LE PRESIDENT – Mesdames, Messieurs, je me réjouis d'abord de recevoir, ici, à Versailles, la Chancelière et nos deux ministres des Affaires étrangères, à l'occasion de l'inauguration de cette exposition « Splendeurs de la Cour de Saxe » que nous avons visitée avec plaisir, et qui est tout à fait prestigieuse. Vous me permettrez d'adresser aux responsables des musées de Dresde et de Versailles toute notre reconnaissance et nos félicitations pour la qualité du travail fourni.

Je voudrais également me réjouir de la qualité et de l'intensité des rapports entre l'Allemagne et la France. Dans les jours passés, nos deux ministres des Affaires étrangères se sont rencontrés ; la Chancelière a bien voulu recevoir le Premier Ministre français. Nous sommes aujourd'hui à Versailles et il y a là une permanence, une intensité de relations que je tiens à souligner. Et qui doit naturellement, aujourd'hui, se traduire par des perspectives sur lesquelles je vais revenir dans un instant.

Nous avons abordé, tout à l'heure, les questions européennes avec comme ambition de préparer, ensemble, les Conseils européens de mars et de juin prochains, conseils sous présidence autrichienne, et avec la volonté de donner corps à ce que j'ai proposé, il y a quelques temps, c'est-à-dire une nouvelle impulsion à la construction européenne et à l'Union européenne.

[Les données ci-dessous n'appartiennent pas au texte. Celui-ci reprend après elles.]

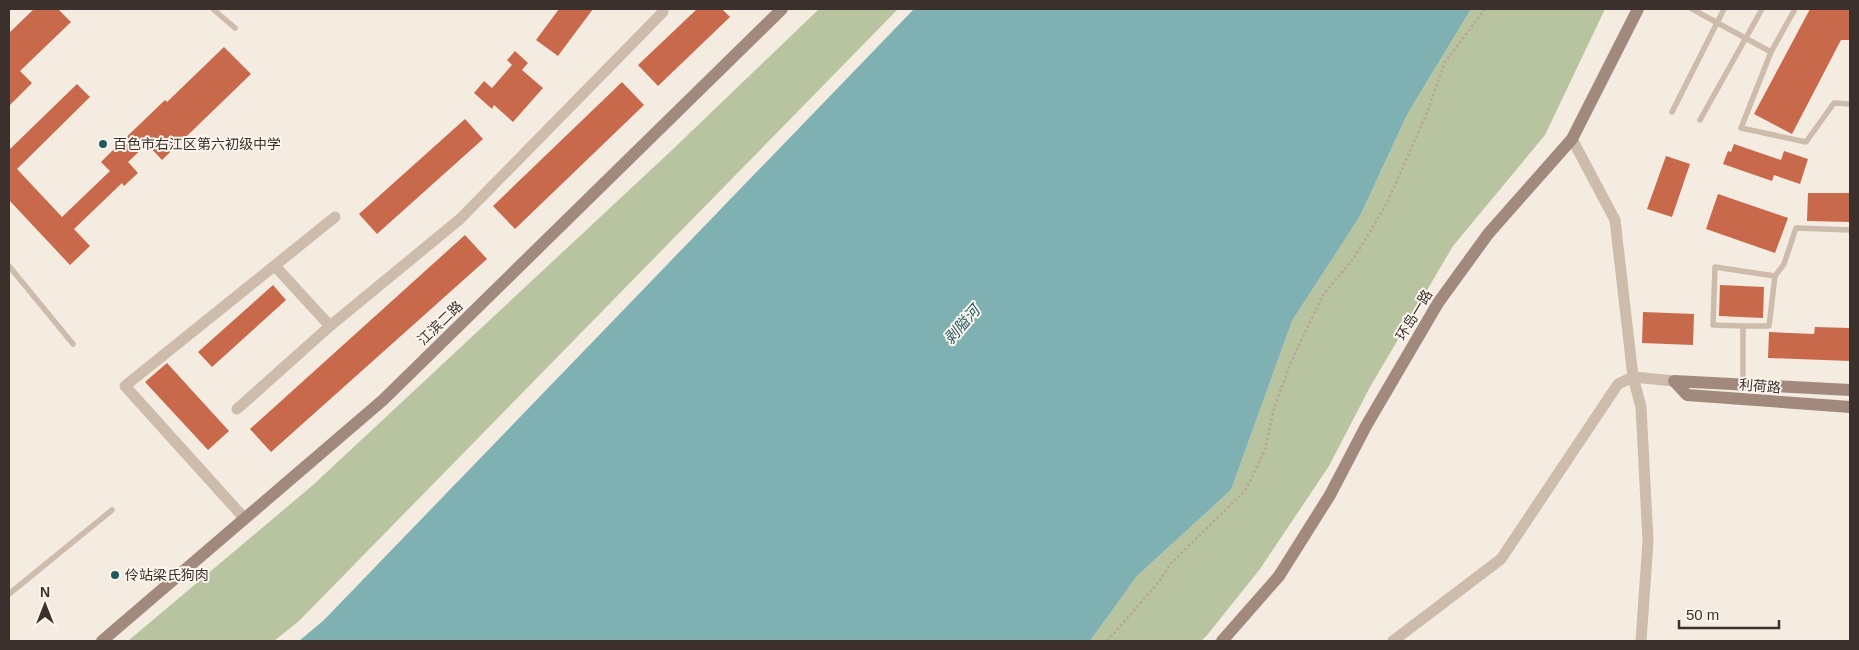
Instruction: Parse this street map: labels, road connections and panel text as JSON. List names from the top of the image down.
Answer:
{
  "streets": {
    "main road": ["环岛一路", "江滨二路", "利荷路"]
  },
  "water": ["剥隘河"],
  "places": ["百色市右江区第六初级中学", "伶站梁氏狗肉"],
  "scale_bar": "50 m",
  "north": "top"
}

Après les difficultés que nous avons connues avec les référendums français et hollandais, après le succès du budget européen, nous souhaitons donner une nouvelle impulsion à cette Europe, en apportant des solutions prioritairement et concrètement aux problèmes qui sont ceux des Européens d'aujourd'hui en termes de croissance, d'emploi, de recherche, d'innovation, en terme social. Voilà quelle est l'ambition que nous avons et que nous manifesterons à l'occasion du prochain Conseil européen.

Nous voulons que le Conseil du 23 mars prochain traduise en décisions les options politiques qui ont été arrêtées au Conseil européen sous présidence britannique, à Hampton Court. Dans ce contexte, nous demandons à nos ministres, chacun dans leur domaine, d'élaborer une voie commune pour atteindre ces objectifs et de réaliser cette synthèse, à l'occasion du Conseil des ministres franco-allemand qui aura lieu, à Berlin, le 14 mars prochain.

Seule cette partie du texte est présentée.